At the end of his chapter on “Aspects of East Syrian Theology and Spirituality,” he concludes with the thought that a
reconsideration of the early East Syrian promoters of an optimistic Christian anthropology, unburdened by original sin, as well as an accessible Christology that inspires the imitatio Christi, could help address the current crisis in institutional Christianity. The Church of the East suggests how a Western Church might have appeared without Augustinian pessimism. Isaac’s vision was of a religion of love, while that of Augustine was one of fear.
Such sentiments appear to have as their underlying premise that only by a greater and more assiduous conformity to the Zeitgeist can Christianity be true to itself.
Nevertheless, while the strange gaps in the author’s knowledge, and the curious conceits with which he tries to span, or plug, them, mar his book, they do not destroy its value or the fascination of its subject. Hence, they ought not to discourage interested readers from seeking it out.
Reconciliation & Not
Baumer chronicles the remarkable progress towards reconciliation made in the discussions between the Church of the East, the Chaldean Catholic Church, and Rome since 1994. In their discussions, first of Christology and then of sacramental theology and practice, complete agreement was reached. In the latter case, this led, in 2001 and 2002, to full mutual recognition by all three parties of the sacraments of the others and to the official endorsement of the practice of “Eucharistic hospitality” in emergency and exceptional situations between Assyrians and Chaldeans, and even other Catholics.
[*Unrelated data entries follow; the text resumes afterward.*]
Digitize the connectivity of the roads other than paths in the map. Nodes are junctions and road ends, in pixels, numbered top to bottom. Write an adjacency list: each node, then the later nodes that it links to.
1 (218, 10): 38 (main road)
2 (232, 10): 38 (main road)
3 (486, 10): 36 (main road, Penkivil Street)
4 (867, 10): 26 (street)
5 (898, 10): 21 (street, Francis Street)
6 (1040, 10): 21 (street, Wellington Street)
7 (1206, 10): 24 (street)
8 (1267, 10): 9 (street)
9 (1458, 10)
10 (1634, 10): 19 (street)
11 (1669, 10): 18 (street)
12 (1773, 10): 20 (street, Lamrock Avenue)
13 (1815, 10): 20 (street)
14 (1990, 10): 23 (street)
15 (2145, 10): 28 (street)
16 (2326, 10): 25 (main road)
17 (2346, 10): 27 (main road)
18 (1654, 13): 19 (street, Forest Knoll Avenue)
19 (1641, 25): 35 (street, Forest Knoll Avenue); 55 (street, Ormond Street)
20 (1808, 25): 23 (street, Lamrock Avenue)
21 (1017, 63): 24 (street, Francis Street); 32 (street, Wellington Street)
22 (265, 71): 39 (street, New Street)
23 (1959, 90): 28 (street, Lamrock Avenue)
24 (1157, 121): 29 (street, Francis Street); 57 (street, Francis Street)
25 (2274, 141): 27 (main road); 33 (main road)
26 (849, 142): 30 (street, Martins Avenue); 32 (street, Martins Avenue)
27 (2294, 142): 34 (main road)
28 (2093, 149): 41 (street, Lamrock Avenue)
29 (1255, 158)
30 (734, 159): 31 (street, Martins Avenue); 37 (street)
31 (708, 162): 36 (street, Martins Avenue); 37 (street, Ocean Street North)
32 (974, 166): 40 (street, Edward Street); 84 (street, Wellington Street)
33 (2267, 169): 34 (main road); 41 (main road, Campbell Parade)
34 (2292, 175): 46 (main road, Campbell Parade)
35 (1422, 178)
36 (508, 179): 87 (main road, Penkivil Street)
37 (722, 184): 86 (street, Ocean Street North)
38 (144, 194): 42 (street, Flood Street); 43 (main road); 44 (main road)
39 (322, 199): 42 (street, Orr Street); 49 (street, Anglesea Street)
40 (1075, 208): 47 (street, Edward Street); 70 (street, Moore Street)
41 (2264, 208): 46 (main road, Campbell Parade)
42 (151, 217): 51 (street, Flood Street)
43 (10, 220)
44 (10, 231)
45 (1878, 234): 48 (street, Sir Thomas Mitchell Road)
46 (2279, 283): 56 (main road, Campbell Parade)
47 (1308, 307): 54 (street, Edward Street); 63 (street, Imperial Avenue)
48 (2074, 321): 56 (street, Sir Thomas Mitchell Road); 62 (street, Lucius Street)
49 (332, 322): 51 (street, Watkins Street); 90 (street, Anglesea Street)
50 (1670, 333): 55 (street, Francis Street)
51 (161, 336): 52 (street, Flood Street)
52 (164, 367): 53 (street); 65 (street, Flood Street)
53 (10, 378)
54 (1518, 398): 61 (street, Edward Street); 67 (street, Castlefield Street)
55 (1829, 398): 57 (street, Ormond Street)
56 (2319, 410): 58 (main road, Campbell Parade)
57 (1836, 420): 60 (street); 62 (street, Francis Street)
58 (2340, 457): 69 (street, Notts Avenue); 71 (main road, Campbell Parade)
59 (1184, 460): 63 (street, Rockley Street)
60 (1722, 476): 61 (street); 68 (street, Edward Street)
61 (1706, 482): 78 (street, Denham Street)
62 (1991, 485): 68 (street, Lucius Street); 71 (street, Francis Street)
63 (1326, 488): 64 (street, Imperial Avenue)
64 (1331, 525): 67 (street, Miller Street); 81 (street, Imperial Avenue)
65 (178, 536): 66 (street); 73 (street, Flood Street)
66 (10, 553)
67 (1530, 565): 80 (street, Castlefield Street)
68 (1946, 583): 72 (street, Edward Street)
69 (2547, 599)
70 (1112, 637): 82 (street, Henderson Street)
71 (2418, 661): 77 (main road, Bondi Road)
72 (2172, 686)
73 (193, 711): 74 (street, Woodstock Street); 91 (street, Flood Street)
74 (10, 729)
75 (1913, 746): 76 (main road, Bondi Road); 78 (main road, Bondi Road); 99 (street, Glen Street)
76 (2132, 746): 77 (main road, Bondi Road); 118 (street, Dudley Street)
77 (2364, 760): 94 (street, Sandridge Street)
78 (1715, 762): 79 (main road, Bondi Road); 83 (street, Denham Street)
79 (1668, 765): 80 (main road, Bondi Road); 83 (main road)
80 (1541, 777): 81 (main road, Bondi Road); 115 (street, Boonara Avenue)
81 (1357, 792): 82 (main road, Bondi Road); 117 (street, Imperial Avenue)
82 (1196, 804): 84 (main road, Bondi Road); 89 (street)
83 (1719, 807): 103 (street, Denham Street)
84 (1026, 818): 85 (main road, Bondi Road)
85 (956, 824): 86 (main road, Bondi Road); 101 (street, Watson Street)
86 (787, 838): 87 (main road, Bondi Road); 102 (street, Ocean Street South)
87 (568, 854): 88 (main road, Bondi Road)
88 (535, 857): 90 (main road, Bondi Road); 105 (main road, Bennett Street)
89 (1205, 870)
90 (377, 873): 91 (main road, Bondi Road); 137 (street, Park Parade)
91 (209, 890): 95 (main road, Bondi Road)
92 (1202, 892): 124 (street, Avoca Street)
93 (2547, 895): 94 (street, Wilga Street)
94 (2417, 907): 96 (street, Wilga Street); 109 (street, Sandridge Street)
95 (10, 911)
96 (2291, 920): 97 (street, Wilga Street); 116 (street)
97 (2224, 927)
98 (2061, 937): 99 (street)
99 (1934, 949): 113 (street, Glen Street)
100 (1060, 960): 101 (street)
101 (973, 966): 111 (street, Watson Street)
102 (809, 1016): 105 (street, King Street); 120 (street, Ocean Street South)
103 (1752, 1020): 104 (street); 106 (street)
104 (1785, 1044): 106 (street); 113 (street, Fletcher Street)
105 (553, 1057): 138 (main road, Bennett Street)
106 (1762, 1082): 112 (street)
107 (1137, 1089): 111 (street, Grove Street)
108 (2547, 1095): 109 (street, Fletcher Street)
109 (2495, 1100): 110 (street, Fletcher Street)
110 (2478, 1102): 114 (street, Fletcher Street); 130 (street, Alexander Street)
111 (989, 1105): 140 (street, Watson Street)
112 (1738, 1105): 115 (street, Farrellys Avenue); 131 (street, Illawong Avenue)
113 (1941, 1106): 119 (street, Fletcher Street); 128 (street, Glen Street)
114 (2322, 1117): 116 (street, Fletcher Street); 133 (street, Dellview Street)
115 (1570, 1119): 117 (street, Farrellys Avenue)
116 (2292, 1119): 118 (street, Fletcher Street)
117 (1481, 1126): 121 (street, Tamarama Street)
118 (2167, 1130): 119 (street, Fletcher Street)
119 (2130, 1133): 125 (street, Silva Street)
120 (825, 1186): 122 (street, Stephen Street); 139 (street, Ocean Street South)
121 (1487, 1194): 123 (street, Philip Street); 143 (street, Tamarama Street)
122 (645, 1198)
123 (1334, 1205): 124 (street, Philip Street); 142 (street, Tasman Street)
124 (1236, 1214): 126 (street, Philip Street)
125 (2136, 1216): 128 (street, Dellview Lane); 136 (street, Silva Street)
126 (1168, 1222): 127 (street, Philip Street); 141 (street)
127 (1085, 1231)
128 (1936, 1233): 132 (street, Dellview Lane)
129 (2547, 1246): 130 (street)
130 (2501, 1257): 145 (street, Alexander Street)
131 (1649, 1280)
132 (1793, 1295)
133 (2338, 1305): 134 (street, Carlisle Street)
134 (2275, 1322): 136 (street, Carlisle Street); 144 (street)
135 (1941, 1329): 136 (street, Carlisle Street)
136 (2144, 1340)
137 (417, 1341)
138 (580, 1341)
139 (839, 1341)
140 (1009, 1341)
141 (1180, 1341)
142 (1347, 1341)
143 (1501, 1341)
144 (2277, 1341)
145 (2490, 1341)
Baumer indicates that the final hurdle will be the matter of church organization, government, and the papacy. Alas—and this does not appear in his book—the dialogue appears to have faltered at this point. The Assyrian Church has been experiencing severe internal tension in recent years, especially at the episcopal level, about how to proceed, or even whether to proceed. Since 2002 its bishops have deferred further discussions, while Rome and the Chaldeans appear to see it as the responsibility of the Assyrian Church to make the next move.
Baumer also describes how little progress has been made in dialogues between the Assyrian Church and other Eastern churches, not least due to the demand of the Coptic Orthodox Church of Egypt that the Church of the East formally repudiate the errors of Nestorius as a preliminary to any conversations. Baumer has mastered the history of the Church of the East, and this is particularly evident in his detailed unfolding of its tragic history over the past two centuries.
William J. Tighe is Associate Professor of History at Muhlenberg College in Allentown, Pennsylvania, and a faculty advisor to the Catholic Campus Ministry. He is a Member of St. Josaphat Ukrainian Catholic Church in Bethlehem, Pennsylvania. He is a contributing editor for Touchstone.